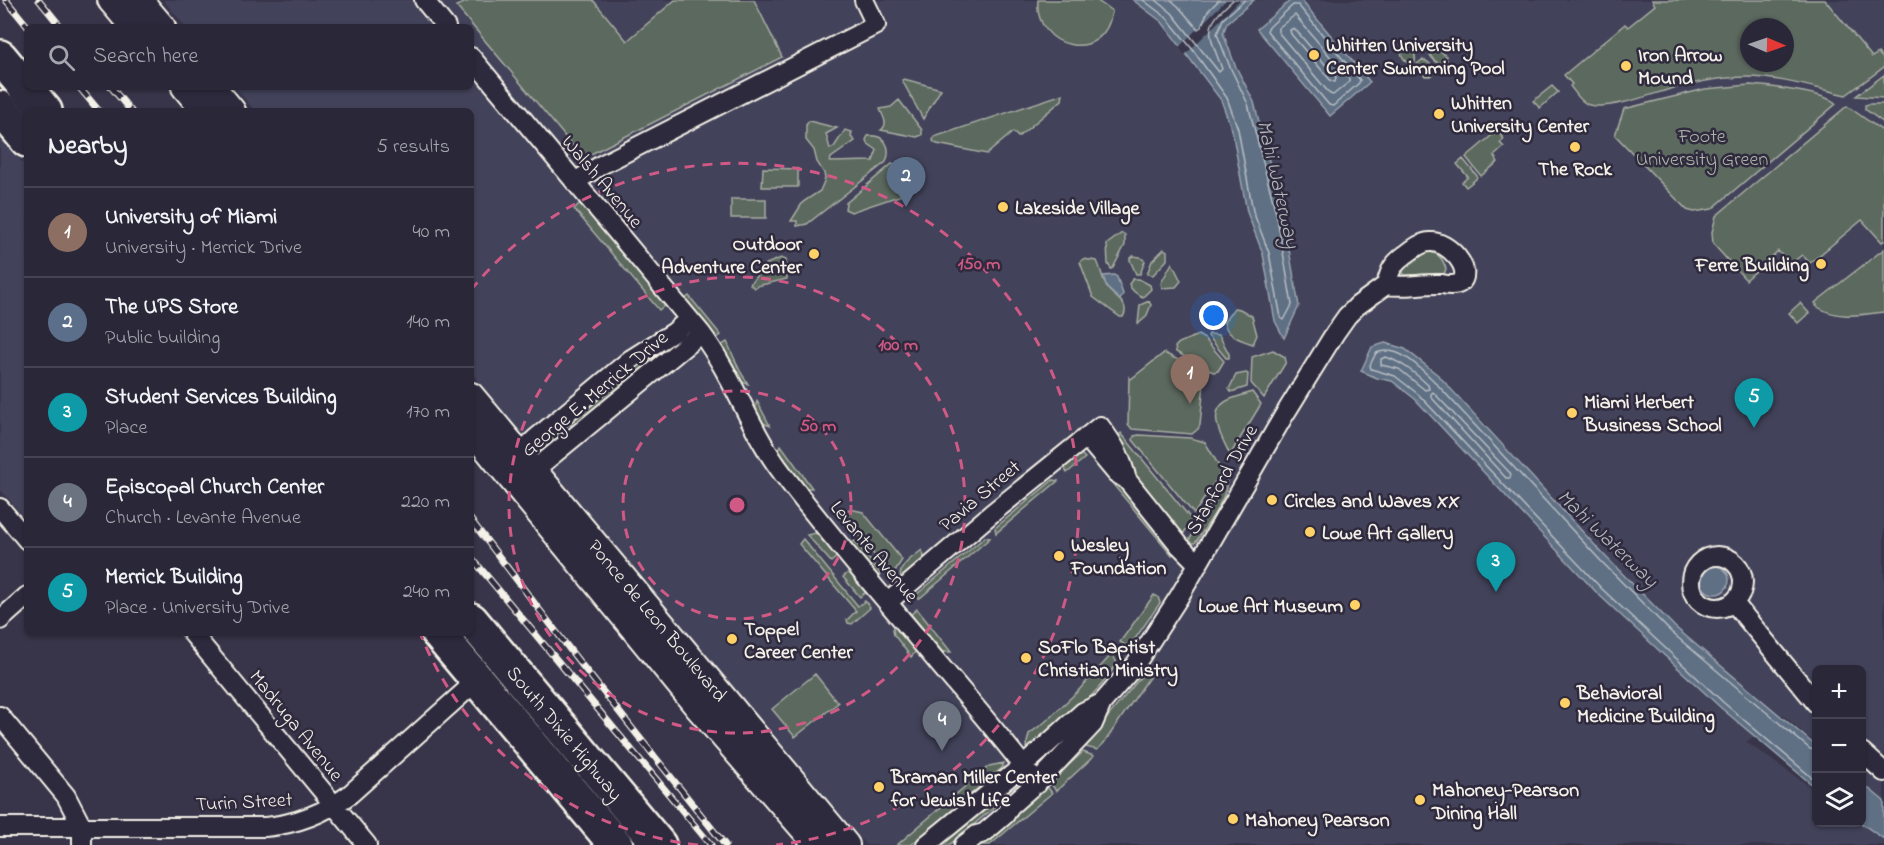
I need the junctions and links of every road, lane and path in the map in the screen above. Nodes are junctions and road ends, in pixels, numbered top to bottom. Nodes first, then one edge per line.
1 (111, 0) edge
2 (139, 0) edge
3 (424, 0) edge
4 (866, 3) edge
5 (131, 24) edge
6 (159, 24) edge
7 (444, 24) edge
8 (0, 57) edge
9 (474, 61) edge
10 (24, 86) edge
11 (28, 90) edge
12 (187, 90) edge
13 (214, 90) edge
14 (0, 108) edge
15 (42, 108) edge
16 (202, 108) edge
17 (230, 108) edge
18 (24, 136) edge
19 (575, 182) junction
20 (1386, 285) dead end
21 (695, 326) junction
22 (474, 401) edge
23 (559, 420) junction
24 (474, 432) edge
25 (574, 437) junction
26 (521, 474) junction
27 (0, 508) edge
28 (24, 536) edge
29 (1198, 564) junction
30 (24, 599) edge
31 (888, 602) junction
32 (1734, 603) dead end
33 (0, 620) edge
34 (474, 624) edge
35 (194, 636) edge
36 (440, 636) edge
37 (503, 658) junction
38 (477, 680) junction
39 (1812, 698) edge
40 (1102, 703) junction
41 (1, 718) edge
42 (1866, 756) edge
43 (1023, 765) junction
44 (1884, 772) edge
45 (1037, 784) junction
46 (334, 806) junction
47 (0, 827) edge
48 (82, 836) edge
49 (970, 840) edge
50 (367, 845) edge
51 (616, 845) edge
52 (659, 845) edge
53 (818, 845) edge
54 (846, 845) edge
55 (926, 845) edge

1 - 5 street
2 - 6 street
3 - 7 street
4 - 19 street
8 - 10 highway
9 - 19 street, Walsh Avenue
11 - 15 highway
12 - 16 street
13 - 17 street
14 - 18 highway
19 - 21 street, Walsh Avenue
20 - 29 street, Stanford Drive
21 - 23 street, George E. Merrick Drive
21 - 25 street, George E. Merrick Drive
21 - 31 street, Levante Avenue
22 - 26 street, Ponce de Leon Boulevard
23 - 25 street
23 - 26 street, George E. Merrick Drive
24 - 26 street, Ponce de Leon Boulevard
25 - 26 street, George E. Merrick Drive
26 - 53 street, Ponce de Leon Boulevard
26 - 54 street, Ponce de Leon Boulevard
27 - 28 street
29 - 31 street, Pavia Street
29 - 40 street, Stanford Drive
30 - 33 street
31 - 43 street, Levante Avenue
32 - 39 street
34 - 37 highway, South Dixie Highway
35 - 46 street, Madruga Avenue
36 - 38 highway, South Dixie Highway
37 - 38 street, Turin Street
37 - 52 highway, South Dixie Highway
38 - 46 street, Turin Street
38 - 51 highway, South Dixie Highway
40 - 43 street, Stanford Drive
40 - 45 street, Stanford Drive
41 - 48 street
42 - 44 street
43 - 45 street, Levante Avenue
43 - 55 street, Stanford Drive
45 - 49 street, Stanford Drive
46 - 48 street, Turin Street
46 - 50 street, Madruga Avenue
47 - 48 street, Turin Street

...

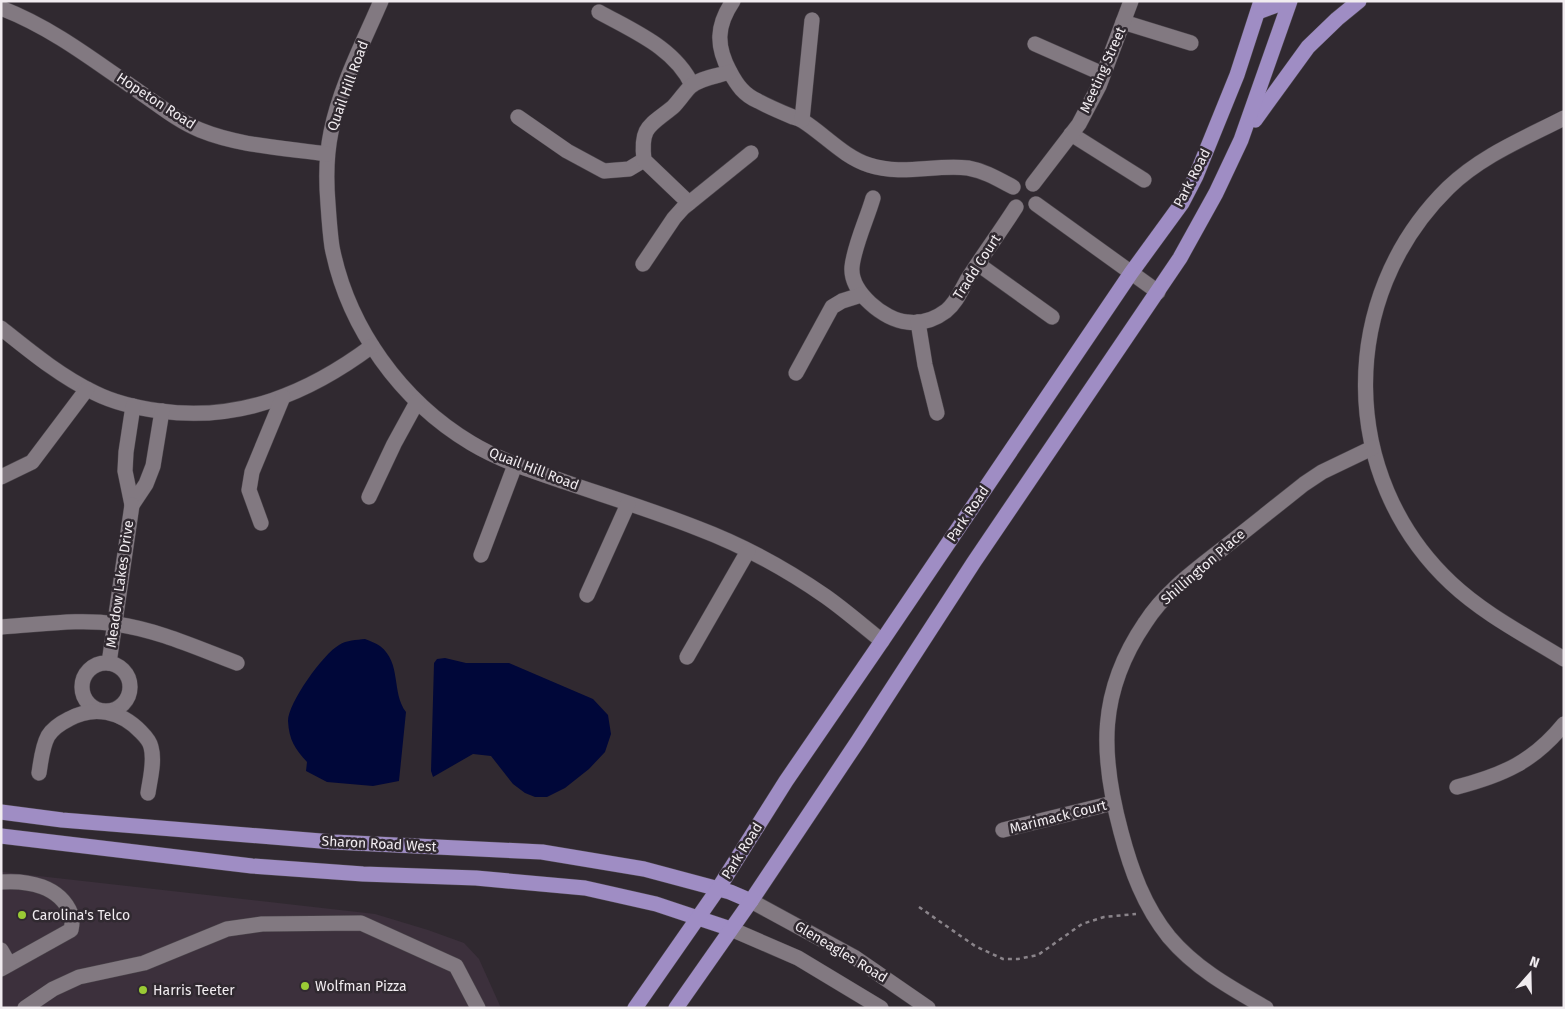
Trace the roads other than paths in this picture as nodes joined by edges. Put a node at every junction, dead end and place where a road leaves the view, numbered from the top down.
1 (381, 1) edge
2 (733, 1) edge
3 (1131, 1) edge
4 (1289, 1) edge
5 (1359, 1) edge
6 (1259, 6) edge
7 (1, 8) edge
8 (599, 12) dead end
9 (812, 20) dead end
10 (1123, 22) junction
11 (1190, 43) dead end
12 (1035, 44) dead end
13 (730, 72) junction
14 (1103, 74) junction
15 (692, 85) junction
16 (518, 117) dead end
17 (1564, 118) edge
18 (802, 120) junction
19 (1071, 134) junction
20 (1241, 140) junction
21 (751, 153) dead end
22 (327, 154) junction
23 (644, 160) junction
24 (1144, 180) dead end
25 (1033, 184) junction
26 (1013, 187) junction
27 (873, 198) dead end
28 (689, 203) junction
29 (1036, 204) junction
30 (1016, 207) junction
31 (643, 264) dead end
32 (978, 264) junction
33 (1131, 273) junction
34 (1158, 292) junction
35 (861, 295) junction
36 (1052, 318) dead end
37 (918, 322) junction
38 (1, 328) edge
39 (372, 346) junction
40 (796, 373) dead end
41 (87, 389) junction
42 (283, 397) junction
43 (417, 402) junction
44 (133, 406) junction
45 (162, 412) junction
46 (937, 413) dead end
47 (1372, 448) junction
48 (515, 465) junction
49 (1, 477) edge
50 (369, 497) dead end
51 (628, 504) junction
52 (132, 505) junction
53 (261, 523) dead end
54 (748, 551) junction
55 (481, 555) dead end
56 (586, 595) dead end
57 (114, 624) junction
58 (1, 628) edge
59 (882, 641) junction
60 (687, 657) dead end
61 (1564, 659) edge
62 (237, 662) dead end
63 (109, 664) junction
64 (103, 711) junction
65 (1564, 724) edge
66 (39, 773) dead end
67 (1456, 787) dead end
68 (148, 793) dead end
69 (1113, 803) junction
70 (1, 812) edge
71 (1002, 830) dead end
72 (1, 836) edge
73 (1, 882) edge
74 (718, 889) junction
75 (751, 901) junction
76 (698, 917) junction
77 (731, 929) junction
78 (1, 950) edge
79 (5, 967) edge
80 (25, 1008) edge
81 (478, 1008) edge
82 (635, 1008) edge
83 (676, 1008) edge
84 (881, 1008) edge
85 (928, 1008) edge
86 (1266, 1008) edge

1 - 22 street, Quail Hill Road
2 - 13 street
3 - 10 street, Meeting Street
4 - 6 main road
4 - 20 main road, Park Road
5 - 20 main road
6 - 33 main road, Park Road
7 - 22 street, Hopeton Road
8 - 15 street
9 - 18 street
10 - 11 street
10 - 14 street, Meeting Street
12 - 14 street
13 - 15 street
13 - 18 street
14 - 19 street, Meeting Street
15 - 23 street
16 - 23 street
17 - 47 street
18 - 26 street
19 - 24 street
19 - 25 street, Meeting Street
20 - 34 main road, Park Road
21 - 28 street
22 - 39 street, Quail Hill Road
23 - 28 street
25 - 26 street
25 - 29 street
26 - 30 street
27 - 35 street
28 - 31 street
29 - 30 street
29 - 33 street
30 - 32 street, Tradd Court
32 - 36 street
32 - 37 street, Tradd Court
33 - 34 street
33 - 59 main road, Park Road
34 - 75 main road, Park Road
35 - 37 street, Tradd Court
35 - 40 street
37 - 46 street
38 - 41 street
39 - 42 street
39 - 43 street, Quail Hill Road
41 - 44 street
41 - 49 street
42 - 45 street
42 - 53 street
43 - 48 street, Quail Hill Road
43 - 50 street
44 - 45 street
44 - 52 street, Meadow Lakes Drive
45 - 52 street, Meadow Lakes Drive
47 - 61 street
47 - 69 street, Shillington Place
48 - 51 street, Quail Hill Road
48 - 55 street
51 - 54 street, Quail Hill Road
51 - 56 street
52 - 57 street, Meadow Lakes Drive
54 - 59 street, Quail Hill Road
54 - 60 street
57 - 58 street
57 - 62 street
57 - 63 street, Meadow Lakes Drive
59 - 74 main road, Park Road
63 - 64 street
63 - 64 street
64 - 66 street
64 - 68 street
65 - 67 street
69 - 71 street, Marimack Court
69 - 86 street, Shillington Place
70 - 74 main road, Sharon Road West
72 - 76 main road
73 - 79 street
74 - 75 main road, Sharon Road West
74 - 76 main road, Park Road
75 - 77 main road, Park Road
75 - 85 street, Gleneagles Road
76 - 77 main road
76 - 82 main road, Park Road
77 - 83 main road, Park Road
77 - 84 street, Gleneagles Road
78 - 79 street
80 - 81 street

...

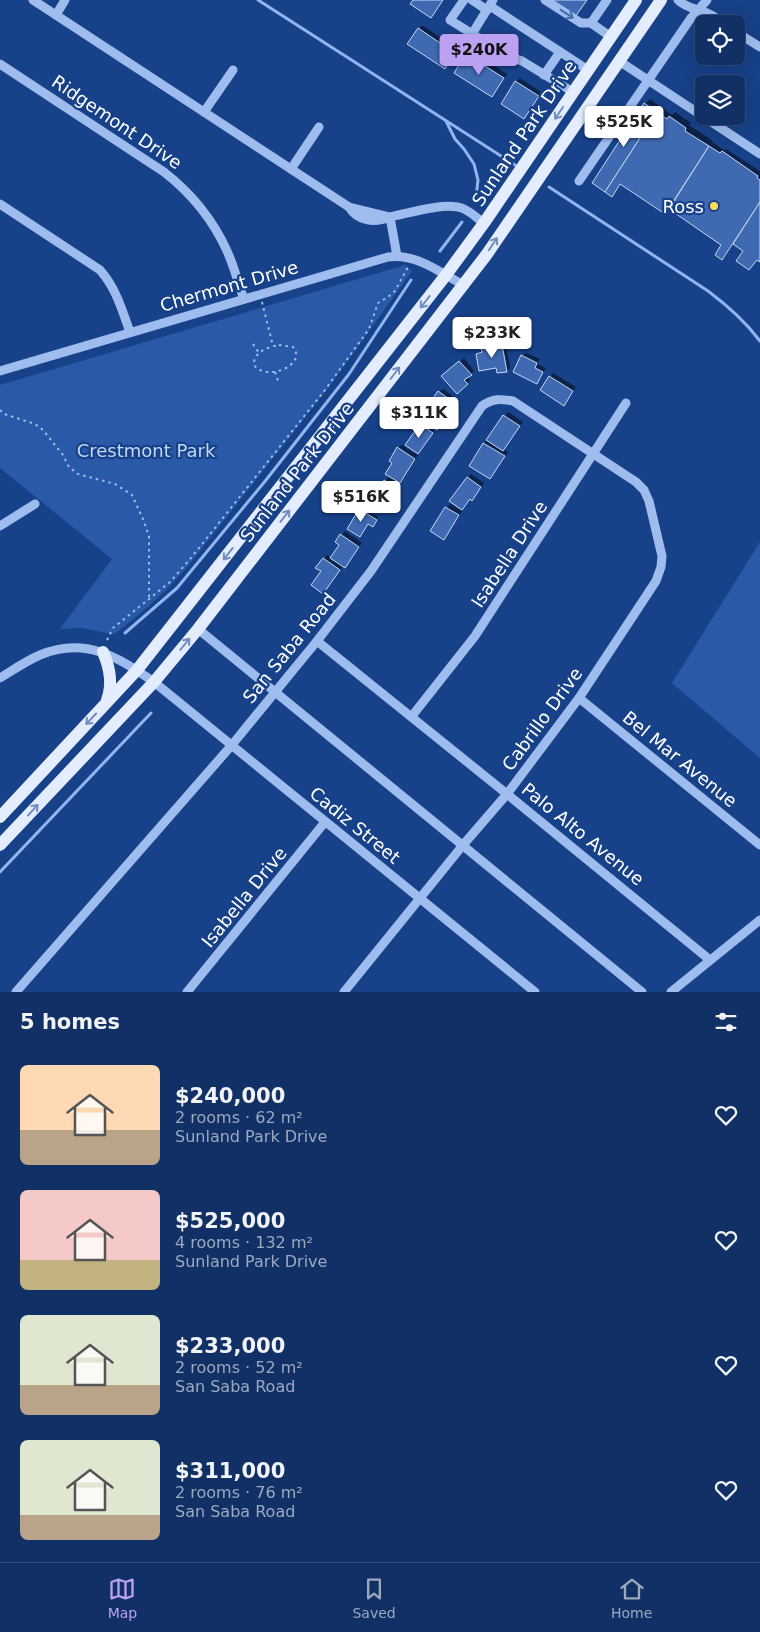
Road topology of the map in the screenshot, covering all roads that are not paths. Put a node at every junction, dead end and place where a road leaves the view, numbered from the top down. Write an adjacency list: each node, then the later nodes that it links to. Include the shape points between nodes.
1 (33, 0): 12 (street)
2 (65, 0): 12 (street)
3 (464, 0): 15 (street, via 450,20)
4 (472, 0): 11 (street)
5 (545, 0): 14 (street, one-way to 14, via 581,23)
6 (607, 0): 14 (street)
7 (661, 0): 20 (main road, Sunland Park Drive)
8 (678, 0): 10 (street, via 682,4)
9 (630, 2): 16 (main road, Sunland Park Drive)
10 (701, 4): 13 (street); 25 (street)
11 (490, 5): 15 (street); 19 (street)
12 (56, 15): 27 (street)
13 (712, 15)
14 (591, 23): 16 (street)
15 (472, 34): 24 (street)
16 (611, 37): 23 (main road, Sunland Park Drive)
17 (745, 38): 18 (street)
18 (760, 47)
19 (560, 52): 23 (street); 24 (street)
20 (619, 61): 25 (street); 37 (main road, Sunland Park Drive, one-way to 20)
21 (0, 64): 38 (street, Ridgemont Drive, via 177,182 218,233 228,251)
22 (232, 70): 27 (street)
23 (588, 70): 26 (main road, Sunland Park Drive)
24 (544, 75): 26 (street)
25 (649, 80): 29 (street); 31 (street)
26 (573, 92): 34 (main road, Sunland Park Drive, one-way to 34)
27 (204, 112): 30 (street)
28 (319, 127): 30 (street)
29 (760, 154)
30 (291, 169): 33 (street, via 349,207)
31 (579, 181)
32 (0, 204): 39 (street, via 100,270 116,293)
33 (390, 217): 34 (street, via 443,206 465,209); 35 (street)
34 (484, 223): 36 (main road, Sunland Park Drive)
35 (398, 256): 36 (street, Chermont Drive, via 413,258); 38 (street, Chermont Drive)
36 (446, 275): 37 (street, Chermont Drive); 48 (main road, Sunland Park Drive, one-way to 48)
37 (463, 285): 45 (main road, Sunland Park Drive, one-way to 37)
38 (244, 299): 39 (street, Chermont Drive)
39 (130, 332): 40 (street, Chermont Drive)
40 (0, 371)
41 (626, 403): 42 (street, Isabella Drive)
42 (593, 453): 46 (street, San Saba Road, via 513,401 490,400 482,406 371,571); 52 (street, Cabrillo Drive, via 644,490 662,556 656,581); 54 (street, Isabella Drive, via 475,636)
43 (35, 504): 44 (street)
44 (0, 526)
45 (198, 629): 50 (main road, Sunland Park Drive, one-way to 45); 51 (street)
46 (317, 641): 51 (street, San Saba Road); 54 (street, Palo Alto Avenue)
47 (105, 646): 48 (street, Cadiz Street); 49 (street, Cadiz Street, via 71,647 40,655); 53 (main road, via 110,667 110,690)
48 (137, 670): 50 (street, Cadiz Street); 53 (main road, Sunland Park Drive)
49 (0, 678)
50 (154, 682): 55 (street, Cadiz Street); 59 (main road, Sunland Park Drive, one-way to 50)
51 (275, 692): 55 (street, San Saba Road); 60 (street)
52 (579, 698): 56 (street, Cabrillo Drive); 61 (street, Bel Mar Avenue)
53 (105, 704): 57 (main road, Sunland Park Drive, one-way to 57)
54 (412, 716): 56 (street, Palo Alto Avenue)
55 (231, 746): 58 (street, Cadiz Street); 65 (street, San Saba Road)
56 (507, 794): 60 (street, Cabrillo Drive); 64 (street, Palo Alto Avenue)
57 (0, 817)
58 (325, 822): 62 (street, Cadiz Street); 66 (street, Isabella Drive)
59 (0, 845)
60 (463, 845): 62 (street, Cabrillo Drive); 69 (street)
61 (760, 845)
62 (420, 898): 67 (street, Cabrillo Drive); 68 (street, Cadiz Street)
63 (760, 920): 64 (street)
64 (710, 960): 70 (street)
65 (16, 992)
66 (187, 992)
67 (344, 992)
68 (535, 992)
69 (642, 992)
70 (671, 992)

• Task item
Where does the word "Sharon" occur in the records? Return every line that holds it.

• Answer section
70 - 74 main road, Sharon Road West
74 - 75 main road, Sharon Road West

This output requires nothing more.